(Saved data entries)
═══
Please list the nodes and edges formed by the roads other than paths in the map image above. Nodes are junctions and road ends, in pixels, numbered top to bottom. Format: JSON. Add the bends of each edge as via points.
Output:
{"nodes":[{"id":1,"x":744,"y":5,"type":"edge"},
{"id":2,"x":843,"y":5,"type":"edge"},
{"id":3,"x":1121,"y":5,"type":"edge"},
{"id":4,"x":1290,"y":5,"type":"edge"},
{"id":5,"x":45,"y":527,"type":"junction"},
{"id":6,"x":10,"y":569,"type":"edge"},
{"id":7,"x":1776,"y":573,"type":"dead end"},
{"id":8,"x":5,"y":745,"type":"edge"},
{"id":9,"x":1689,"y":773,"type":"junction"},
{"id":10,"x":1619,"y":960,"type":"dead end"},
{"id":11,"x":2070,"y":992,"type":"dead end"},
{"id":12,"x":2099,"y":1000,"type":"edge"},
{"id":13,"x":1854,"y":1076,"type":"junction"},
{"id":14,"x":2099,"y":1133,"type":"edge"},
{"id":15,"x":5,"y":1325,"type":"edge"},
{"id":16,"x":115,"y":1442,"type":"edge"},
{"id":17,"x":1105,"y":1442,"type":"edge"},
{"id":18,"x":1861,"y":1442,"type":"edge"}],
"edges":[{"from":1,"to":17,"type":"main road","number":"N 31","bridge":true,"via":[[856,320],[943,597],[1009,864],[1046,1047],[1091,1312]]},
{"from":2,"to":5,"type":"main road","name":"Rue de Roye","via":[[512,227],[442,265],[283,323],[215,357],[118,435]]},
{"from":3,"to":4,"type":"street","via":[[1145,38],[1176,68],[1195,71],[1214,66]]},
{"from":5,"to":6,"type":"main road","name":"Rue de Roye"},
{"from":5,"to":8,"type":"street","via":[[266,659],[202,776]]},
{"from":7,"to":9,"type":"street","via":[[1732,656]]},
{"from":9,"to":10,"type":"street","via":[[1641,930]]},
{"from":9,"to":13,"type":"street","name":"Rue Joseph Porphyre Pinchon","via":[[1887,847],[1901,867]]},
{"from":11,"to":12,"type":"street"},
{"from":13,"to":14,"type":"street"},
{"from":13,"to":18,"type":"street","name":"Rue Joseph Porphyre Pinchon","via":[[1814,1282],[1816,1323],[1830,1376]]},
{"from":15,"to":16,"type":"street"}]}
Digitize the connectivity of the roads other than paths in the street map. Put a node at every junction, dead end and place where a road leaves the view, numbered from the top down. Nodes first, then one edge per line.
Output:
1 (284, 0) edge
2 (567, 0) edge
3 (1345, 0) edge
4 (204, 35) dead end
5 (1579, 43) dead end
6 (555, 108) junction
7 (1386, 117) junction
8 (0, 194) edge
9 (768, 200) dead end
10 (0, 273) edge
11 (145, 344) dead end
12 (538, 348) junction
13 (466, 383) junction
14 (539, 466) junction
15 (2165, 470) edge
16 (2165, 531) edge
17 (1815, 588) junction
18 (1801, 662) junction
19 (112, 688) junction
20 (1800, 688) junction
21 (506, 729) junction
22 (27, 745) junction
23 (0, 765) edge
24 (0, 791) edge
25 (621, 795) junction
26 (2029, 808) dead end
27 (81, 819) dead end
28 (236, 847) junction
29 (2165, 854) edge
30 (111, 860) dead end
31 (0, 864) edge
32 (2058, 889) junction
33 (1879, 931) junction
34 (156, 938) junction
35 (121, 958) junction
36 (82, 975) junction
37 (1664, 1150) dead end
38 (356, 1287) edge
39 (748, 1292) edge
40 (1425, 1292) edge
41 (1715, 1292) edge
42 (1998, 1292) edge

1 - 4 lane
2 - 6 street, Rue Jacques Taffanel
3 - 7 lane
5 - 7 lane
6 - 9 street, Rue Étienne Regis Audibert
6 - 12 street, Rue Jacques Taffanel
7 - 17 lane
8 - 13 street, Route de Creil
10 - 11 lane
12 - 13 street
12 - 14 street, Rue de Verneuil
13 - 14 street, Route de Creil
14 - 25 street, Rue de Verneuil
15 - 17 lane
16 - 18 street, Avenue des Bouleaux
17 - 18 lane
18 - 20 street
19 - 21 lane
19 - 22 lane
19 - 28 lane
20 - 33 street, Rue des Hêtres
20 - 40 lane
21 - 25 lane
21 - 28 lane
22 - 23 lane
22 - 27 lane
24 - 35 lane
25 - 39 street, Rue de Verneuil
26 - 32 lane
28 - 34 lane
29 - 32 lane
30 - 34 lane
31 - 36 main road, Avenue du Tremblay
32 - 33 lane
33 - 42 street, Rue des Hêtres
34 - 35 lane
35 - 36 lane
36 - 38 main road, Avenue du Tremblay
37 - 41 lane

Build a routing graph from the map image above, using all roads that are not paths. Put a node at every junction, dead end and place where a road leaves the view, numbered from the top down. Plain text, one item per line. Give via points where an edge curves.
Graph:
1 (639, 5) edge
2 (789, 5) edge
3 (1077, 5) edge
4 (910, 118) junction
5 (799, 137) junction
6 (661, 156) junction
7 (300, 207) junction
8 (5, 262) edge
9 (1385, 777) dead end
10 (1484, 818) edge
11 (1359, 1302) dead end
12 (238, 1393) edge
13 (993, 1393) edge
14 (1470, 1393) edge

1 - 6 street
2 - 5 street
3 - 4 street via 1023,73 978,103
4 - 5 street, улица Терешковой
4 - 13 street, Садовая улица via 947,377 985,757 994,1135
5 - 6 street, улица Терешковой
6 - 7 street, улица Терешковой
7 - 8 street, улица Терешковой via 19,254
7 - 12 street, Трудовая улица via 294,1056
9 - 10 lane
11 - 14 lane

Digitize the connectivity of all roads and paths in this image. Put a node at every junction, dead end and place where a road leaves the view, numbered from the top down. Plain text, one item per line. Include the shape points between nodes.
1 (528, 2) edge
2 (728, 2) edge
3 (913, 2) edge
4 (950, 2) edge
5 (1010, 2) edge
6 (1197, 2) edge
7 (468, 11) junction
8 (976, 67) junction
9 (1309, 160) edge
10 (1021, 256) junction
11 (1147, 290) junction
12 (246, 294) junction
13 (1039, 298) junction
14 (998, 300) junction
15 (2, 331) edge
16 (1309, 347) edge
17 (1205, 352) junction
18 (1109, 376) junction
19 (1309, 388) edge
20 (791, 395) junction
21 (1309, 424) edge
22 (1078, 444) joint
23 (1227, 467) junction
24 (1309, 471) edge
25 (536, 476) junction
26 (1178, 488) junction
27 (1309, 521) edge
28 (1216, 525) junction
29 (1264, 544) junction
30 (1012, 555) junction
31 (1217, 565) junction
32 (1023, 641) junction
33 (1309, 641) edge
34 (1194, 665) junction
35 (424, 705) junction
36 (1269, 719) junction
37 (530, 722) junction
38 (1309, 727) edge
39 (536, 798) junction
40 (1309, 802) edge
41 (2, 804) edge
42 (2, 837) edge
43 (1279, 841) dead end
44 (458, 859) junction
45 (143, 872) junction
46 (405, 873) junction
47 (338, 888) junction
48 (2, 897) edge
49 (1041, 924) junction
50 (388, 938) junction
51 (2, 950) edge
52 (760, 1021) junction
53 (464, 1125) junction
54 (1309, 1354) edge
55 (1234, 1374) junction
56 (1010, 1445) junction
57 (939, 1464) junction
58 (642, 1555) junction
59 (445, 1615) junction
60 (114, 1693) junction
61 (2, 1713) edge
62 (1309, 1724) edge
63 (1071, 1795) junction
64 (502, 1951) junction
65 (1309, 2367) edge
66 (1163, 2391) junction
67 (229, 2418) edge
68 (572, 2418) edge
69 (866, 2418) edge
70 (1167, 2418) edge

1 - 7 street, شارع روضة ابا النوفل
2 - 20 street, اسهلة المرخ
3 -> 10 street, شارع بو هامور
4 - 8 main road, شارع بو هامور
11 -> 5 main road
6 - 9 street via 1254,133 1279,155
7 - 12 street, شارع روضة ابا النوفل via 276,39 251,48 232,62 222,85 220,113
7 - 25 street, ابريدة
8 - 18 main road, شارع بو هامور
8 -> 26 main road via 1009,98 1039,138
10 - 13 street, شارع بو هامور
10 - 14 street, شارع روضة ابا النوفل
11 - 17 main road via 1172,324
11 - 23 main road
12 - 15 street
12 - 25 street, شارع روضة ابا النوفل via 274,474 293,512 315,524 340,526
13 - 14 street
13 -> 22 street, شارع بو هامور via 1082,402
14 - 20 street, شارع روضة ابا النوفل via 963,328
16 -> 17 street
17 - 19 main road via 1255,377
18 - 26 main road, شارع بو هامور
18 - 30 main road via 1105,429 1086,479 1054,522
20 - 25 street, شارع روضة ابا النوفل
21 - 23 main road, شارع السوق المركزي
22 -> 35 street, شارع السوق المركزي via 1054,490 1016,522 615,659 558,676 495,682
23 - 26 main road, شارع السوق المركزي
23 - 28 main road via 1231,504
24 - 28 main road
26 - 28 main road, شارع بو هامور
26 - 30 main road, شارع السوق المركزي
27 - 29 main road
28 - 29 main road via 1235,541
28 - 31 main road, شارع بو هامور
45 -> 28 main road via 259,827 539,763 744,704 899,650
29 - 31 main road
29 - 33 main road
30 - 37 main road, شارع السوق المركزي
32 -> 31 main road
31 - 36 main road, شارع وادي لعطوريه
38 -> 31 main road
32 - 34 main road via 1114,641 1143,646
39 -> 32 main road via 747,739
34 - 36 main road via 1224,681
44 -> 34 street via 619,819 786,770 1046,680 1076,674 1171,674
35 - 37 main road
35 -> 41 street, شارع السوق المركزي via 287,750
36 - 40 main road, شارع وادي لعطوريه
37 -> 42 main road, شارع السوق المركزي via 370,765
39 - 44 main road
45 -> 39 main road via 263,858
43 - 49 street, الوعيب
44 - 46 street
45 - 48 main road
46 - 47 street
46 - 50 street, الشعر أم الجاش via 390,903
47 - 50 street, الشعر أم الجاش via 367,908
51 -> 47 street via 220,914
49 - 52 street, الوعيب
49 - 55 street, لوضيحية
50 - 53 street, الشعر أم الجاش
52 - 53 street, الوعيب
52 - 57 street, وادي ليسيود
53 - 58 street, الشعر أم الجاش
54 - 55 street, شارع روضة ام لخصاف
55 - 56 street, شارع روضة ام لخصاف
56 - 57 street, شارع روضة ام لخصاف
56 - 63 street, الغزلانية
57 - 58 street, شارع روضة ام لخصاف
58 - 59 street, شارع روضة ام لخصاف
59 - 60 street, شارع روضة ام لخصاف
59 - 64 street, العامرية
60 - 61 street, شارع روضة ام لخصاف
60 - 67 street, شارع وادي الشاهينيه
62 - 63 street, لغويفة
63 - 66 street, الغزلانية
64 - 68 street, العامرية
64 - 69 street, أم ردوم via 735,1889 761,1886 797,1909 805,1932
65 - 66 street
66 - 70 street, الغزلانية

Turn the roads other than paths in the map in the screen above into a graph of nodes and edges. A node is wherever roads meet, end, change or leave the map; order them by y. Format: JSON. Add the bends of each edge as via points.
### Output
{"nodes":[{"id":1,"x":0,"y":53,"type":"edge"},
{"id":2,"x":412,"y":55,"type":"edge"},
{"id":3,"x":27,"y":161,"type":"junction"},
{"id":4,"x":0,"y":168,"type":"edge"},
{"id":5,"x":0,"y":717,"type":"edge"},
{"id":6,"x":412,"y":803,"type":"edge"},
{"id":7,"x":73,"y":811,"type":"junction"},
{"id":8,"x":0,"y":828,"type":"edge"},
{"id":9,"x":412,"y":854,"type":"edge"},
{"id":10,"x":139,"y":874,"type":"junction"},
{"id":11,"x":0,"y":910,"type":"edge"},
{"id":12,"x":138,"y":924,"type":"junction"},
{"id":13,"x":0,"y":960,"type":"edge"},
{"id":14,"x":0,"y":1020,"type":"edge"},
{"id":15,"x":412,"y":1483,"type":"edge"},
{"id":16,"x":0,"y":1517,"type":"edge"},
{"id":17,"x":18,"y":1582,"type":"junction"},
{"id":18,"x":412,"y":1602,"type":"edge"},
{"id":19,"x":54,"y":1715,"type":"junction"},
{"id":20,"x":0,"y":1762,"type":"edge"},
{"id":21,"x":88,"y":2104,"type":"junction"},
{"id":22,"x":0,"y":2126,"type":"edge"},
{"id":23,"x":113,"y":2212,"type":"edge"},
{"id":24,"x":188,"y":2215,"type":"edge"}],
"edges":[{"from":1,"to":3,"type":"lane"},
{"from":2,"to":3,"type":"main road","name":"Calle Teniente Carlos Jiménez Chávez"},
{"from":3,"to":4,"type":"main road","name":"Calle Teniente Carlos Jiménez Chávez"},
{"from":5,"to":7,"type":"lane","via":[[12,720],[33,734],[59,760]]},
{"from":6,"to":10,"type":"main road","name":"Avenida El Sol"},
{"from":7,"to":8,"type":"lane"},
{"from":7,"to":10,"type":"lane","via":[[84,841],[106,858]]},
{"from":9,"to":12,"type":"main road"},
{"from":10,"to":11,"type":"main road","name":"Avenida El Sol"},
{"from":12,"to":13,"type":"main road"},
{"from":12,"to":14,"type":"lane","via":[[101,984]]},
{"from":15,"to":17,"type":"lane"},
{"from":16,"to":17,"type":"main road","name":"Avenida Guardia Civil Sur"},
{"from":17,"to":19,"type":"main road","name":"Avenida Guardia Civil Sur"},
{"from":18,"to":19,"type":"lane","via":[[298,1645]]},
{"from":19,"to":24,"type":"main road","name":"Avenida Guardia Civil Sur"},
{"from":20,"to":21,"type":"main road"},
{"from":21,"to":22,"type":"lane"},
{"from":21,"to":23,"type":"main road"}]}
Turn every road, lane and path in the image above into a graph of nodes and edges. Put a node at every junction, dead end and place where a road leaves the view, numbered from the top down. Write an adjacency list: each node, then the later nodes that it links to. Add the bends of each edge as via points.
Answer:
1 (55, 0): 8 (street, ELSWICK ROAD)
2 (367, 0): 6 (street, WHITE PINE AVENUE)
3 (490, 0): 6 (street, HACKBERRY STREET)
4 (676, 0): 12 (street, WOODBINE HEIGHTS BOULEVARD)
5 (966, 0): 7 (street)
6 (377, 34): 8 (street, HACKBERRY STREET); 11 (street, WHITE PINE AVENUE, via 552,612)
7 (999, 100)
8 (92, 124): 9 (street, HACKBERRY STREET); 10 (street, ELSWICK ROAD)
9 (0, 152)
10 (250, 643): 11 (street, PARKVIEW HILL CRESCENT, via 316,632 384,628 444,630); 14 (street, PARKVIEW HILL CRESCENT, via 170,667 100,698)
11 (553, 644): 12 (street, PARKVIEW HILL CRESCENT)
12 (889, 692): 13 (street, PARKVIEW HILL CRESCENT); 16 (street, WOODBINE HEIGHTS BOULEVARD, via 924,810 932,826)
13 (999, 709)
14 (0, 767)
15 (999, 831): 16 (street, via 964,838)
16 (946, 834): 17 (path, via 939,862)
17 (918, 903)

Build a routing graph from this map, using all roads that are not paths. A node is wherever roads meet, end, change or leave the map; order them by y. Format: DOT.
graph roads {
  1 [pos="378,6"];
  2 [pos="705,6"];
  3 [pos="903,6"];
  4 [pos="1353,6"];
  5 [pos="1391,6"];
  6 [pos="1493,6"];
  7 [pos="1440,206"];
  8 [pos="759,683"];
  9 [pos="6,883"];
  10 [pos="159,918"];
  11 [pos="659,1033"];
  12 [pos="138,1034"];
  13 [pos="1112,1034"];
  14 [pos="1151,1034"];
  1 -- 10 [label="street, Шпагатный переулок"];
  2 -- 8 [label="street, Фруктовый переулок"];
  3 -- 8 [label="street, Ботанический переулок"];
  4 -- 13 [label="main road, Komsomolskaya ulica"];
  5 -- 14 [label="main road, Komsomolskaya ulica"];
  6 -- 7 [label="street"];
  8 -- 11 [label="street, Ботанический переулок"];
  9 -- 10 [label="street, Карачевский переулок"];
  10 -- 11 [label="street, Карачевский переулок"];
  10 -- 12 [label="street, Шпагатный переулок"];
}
═══
INSTRUCTIONS TO FOLLOW:
When the line containing "Build a routing graph from this" is found in the records above, restate it and every later line word for word through the last one, and nothing more.

RESPONSE TO THIS TASK:
Build a routing graph from this map, using all roads that are not paths. A node is wherever roads meet, end, change or leave the map; order them by y. Format: DOT.
graph roads {
  1 [pos="378,6"];
  2 [pos="705,6"];
  3 [pos="903,6"];
  4 [pos="1353,6"];
  5 [pos="1391,6"];
  6 [pos="1493,6"];
  7 [pos="1440,206"];
  8 [pos="759,683"];
  9 [pos="6,883"];
  10 [pos="159,918"];
  11 [pos="659,1033"];
  12 [pos="138,1034"];
  13 [pos="1112,1034"];
  14 [pos="1151,1034"];
  1 -- 10 [label="street, Шпагатный переулок"];
  2 -- 8 [label="street, Фруктовый переулок"];
  3 -- 8 [label="street, Ботанический переулок"];
  4 -- 13 [label="main road, Komsomolskaya ulica"];
  5 -- 14 [label="main road, Komsomolskaya ulica"];
  6 -- 7 [label="street"];
  8 -- 11 [label="street, Ботанический переулок"];
  9 -- 10 [label="street, Карачевский переулок"];
  10 -- 11 [label="street, Карачевский переулок"];
  10 -- 12 [label="street, Шпагатный переулок"];
}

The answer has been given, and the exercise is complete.